BRIEF
Report all lines of the data below that hold the word "ถนนสะแกงาม".

•••••

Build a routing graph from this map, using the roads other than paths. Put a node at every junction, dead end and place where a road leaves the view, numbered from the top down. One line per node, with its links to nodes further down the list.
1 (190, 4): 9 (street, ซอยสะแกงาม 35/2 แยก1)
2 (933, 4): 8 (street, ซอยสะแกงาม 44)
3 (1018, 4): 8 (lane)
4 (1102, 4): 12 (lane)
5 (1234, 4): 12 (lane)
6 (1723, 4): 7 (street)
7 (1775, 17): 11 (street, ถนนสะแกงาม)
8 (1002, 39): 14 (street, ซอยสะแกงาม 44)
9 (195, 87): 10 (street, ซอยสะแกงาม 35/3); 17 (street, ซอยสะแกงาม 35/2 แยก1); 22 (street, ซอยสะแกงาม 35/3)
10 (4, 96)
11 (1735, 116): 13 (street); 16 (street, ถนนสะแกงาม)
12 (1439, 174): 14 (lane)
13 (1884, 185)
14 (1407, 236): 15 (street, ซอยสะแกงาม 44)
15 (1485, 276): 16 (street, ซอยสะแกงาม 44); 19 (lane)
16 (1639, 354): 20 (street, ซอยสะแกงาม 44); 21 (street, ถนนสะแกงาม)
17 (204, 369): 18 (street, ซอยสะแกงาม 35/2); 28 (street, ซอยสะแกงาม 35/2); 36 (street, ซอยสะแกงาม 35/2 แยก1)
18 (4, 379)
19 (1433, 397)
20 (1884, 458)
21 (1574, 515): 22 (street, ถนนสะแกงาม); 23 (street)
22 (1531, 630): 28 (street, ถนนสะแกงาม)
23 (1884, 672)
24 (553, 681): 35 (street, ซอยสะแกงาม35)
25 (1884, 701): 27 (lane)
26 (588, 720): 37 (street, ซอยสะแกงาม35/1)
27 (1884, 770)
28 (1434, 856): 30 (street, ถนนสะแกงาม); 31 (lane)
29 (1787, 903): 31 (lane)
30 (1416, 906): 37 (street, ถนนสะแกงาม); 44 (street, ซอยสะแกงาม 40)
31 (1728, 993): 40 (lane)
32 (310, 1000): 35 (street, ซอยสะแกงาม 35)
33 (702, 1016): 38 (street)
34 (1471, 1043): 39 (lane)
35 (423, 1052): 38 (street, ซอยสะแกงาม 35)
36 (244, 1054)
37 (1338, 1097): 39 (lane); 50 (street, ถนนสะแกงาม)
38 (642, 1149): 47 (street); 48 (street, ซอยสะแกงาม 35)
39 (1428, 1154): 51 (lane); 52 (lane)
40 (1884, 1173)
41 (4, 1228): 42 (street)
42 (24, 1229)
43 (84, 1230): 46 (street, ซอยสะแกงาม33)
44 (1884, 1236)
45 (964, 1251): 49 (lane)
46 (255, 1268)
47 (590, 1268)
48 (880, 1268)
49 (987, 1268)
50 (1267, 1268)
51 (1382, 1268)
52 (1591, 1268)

•••••

RESPONSE
7 (1775, 17): 11 (street, ถนนสะแกงาม)
11 (1735, 116): 13 (street); 16 (street, ถนนสะแกงาม)
16 (1639, 354): 20 (street, ซอยสะแกงาม 44); 21 (street, ถนนสะแกงาม)
21 (1574, 515): 22 (street, ถนนสะแกงาม); 23 (street)
22 (1531, 630): 28 (street, ถนนสะแกงาม)
28 (1434, 856): 30 (street, ถนนสะแกงาม); 31 (lane)
30 (1416, 906): 37 (street, ถนนสะแกงาม); 44 (street, ซอยสะแกงาม 40)
37 (1338, 1097): 39 (lane); 50 (street, ถนนสะแกงาม)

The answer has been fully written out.